Adam Skutt askutt at gmail.com
Sun Jan 16 10:18:16 EST 2011


On Jan 14, 5:17 pm, Albert van der Horst <alb... at spenarnc.xs4all.nl>
wrote:
>
> I really don't follow that. You need a tremendous set to write gimp.
> Obviously you won't write gimp in Python.
>

You need a tremendous set to write /the majority of the applications
on your computer/.

On my desktop right now, I have running:
* Google Chrome
* TweetDeck
* PuTTY
* Pidgin
* Game for Windows Launcher
* Free Download Manager
* Steam Client
* A Windows Control Panel Window

None of those applications could be written with his proposed widget
set, he's literally 0/7 on running applications.  If the situation
isn't the same on your computer then your application usage is highly
unusual or you don't understand what widgets are used to construct
your applications.  You've just told me that Python would no longer be
suitable for constructing the majority of GUI applications on the
planet.

> Now you want to jot together three cooperating screens to specify
> some properties for say bluetooth. The proposed set is ample for
> that, no?

Yes, but why would I ever do such a thing?  Such things are provided
for me by the operating system already, pretty much regardless of
platform.  His widget set is quite truly only good for OS utilities,
but I already have those.  I generally don't need nor want more of
them.  Neither do Python users, because the majority of us aren't
writing OS utilities.

That leaves the logical equivalent of traditional terrible, awful
Visual Basic applications left, and even Microsoft gives them a full
widget set (and "real" programming language) now in VB.NET.  The
effort involved in segmentation doesn't make things any easier and
doesn't save them, the library authors, much of anything.

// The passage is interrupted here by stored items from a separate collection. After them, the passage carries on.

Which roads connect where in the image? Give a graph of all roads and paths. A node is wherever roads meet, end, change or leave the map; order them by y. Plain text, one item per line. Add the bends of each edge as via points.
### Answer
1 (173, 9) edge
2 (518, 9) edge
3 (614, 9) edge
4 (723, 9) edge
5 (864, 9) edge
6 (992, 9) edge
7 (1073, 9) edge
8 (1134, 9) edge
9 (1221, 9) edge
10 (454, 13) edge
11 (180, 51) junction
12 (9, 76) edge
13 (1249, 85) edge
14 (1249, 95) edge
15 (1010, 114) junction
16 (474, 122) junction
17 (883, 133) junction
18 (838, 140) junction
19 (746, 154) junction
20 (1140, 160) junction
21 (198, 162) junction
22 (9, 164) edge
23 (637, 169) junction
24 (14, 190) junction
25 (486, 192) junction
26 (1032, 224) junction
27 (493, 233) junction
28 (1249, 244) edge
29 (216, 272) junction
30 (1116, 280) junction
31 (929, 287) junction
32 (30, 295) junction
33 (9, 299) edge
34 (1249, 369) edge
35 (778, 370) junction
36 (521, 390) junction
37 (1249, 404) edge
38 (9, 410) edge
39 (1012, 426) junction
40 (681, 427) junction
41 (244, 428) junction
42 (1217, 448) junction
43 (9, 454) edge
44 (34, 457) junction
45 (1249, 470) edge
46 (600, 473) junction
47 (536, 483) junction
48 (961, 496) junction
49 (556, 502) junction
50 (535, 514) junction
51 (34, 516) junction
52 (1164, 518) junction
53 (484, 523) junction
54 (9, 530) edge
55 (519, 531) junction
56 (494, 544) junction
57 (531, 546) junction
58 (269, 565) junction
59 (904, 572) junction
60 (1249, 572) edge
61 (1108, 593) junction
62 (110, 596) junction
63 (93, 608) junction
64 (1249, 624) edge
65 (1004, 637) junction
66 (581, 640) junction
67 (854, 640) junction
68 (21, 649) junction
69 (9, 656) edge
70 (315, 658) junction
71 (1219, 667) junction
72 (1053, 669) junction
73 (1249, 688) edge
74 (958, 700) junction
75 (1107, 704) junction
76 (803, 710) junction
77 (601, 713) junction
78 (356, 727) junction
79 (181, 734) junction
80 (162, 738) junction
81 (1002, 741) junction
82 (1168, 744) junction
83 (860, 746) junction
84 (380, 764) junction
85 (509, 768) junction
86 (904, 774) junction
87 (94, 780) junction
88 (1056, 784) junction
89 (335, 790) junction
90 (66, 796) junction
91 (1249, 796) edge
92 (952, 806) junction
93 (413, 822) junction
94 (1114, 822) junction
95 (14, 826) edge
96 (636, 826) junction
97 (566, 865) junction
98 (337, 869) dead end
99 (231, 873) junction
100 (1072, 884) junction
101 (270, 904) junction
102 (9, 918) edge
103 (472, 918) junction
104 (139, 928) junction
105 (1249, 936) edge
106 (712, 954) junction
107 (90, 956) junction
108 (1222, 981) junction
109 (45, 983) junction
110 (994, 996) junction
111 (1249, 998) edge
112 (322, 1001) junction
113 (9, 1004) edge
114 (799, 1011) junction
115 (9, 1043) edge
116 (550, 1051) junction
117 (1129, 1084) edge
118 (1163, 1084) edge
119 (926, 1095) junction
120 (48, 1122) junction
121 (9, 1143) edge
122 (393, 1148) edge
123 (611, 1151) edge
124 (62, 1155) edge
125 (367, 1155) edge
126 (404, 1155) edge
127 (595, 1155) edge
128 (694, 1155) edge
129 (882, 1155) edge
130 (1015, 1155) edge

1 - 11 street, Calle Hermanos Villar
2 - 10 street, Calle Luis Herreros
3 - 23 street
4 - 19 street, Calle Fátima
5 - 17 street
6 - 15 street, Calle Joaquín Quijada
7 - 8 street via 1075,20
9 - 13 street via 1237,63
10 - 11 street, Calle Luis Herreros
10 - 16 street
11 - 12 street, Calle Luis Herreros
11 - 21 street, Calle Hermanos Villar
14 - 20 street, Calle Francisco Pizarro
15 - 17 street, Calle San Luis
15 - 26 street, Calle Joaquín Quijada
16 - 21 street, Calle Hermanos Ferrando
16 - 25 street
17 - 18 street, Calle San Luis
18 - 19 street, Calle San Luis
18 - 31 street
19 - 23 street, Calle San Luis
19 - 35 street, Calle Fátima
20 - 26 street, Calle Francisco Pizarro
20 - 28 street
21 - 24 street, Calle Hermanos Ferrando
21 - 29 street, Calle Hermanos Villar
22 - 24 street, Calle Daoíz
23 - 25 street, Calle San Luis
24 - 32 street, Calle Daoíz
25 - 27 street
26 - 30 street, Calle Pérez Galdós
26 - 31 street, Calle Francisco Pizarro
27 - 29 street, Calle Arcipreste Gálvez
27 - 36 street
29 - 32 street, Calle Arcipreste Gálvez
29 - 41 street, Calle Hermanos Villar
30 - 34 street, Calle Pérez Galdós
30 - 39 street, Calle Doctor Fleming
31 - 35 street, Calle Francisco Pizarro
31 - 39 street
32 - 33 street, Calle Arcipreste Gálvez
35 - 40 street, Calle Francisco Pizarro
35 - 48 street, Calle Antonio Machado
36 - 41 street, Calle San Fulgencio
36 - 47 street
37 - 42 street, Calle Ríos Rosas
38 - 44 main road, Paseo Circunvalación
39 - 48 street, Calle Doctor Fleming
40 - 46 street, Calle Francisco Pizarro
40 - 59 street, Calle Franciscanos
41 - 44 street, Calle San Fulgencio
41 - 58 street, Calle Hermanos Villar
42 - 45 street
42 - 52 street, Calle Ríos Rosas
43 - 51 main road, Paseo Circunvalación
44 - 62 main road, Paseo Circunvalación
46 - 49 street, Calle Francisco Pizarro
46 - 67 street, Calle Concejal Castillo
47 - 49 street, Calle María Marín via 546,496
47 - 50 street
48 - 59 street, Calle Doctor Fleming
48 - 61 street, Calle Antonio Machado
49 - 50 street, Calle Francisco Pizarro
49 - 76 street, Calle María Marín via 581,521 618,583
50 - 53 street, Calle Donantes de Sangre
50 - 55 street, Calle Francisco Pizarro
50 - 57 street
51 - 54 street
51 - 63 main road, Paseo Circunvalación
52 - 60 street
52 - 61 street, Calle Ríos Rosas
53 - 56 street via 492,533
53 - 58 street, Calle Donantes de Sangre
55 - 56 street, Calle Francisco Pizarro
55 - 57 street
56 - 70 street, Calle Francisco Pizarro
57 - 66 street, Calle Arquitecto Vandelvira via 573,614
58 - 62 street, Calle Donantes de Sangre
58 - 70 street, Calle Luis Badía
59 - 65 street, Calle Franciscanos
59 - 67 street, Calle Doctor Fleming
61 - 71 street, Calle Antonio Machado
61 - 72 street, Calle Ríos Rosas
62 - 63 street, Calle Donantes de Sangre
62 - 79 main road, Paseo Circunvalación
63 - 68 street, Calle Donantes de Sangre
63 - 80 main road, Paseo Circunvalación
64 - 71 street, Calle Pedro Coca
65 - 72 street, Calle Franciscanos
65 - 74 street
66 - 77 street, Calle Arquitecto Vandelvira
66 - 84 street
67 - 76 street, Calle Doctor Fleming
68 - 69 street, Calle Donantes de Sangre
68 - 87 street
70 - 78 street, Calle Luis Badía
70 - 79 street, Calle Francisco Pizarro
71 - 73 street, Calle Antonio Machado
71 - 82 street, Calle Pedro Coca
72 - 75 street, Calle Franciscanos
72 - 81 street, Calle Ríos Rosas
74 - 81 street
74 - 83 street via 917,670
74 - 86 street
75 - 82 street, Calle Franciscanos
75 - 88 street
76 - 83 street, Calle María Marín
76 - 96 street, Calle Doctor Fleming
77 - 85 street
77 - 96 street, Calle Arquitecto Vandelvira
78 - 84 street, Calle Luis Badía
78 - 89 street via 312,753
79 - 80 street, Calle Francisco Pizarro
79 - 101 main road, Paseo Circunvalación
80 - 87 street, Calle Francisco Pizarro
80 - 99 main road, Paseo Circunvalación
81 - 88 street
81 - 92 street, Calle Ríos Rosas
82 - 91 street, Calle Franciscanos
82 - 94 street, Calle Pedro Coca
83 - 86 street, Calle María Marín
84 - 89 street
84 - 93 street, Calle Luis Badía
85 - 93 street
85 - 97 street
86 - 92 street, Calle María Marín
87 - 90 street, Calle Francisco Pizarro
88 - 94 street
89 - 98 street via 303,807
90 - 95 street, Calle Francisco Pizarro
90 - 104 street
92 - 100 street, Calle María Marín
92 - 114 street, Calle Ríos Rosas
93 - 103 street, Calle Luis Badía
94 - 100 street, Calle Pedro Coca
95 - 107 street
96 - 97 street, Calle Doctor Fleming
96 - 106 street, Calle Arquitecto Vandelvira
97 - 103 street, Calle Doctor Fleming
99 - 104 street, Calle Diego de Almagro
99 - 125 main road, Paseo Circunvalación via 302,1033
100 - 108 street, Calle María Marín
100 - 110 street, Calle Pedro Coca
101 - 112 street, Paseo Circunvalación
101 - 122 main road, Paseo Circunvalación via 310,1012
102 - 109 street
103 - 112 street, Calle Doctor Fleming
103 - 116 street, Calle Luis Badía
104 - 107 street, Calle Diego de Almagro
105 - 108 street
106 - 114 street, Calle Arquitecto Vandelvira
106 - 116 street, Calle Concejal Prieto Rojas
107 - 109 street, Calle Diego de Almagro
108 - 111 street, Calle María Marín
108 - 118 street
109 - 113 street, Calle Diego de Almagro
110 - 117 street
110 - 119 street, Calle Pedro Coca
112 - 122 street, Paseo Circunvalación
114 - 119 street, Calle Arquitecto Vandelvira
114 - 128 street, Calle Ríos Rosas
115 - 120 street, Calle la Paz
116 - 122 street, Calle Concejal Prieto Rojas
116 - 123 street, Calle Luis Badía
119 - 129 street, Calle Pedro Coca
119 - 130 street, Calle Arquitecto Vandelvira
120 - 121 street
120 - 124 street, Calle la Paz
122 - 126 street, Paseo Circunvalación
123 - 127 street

> Such things make up a substantial part of the applications
> as far as numbers is concerned. They are probably written by
> people who don't want to dive very deeply into GUI.
> (Maybe they are more bluetooth experts than GUI-experts, what
> would you say?)
>

I could list every application on the my computer and make a table of
which ones would be workable given the list above, but I can already
tell you that the answer is, "Not very many, and most of the ones that
can were written by MS".  And I'm entirely ignoring issues like
theming as well.  Adding a few additional layout controls would expand
the list a moderate deal, but that's going to be true pretty much
regardless of which 3 or 4 additional widgets you pick.

And this ignores the obvious, "You'd still need a full WxWidgets
install in order to build the minimized set, so all you've saved is a
few .py files" part of the argument, which is just as compelling, if
not more so.

Really, if you believe the case to be otherwise, I truly believe you
aren't paying attention to your own computer(s), or don't understand
how the applications you use are constructed.  What's out there isn't
interesting, it's what people use that's interesting, and people tend
to use GUIs that are moderately to highly complicated.